Symptoms an AE patient may experience:
Behavioral symptoms(found in 68% of patients) | Agitation, Disorganized behaviors (no purpose), Pathologic laughter or smiling |
Psychotic symptoms(found in 67% of patients) | Auditory hallucinations, Visual hallucinations, Paranoid delusions |
Mood symptoms(found in 47% of patients) | Anxiety/panic, Mood instability with irritability, Mania, Depression |
Catatonic symptoms(found in 30% of patients) | Mutism, Stupor (not appearing present), Posturing (where patients can hold a posture for hours), Verbigeration (repetition of one word), Echolalia (repeats what you say, like having an echo) |
Examples of psychiatric disorders that can mimic AE are bi-polar disorder, schizophrenia, major depression disorder, panic disorder, and mood disorder. Dr. Rush states that if we could define a commonly observed course in AE, it might be easier to recognize as AE instead of primary psychiatric disorder. There are four phases commonly seen as part of AE, from a psychiatrist point of view.

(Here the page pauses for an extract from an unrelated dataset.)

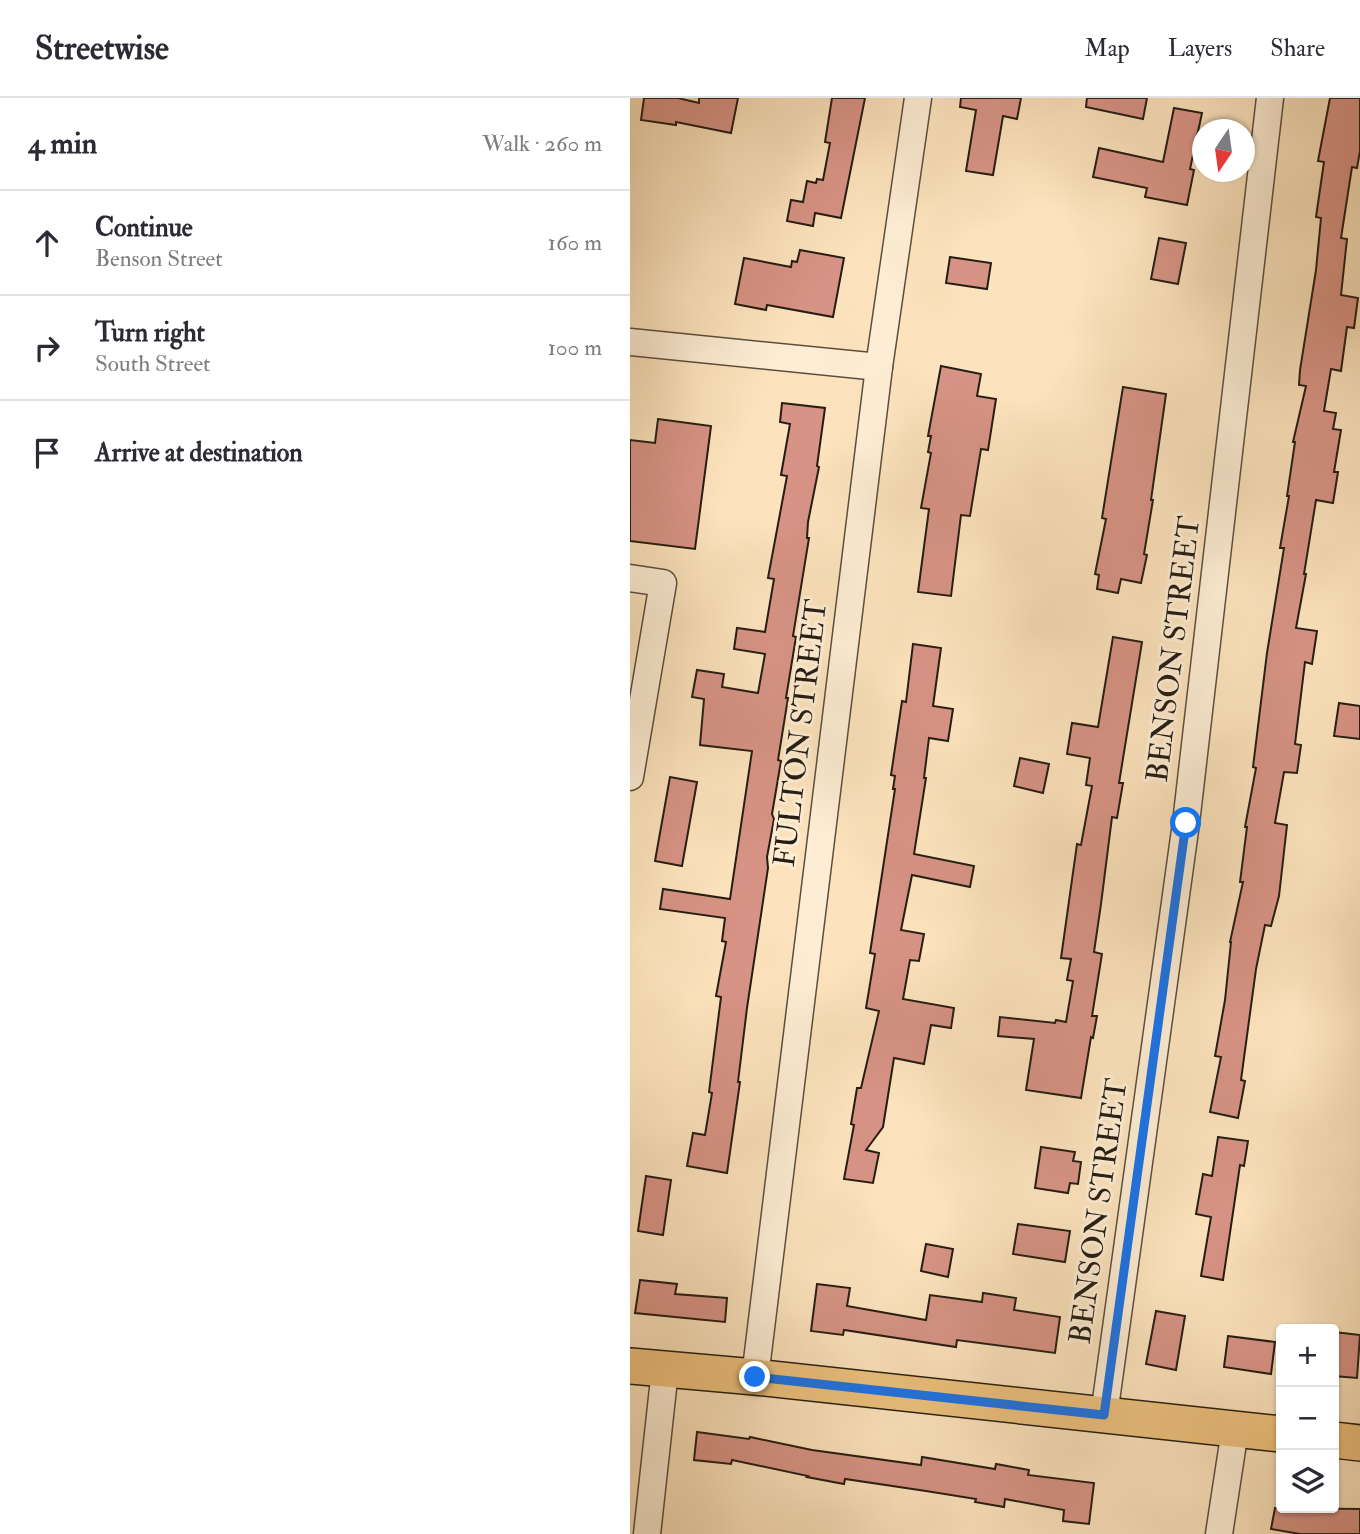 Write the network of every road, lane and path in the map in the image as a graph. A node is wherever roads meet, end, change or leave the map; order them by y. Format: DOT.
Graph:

First, the prodromal phase, in which nonspecific cold or viral symptoms are described in 70% of the cases. Within two weeks of this phase, the psychotic phase develops. Some characteristics of this phase are emotional disturbance and prominent schizophrenia-like symptoms and amnesia. The unresponsive phase may look like catatonia and can involve catalepsy-like symptoms, and bizarre and inappropriate smiling. The patient does have normal brainstem reflexes but doesn’t respond to a visual threat. And the last phase, the kinetic phase, looks like bi-polar mania. What may differentiate between the two, is that all patients gradually develop orolingual dyskinesias (lip licking or chewing) and intractable bizarre orofacial-limb dyskinesis (postures that they hold, for instance forceful clenching of the teeth, grimacing and uncoordinated eye movements). A complication in this differentiation is that these hyperkinetic movements vary in speed, distribution, and motor pattern.
As you can see, it not easy to differentiate between AE and primary psychiatric disorders, as these symptoms can present at different times and at a different intensity. In the diagnostic role of the psychiatrist, Dr. Rush has developed a protocol for how to manage first-episode psychosis at the in-patient psychiatric unit at UCHealth. Given that many patients with AE see a psychiatrist first in an in-patient setting, it is important to consider all diseases, as missing a diagnosis of AE can have potentially dangerous consequences. Everyone that presents with a first-episode pf psychosis or a severe mood disorder like mania (part of bi-polar disorder) – both of which can be seen in AE – will get the Mayo panel for AE upon admission combatting potential misdiagnosis.
Thank you Dr. Rush for your very informative presentation and for all you do for those affected by AE.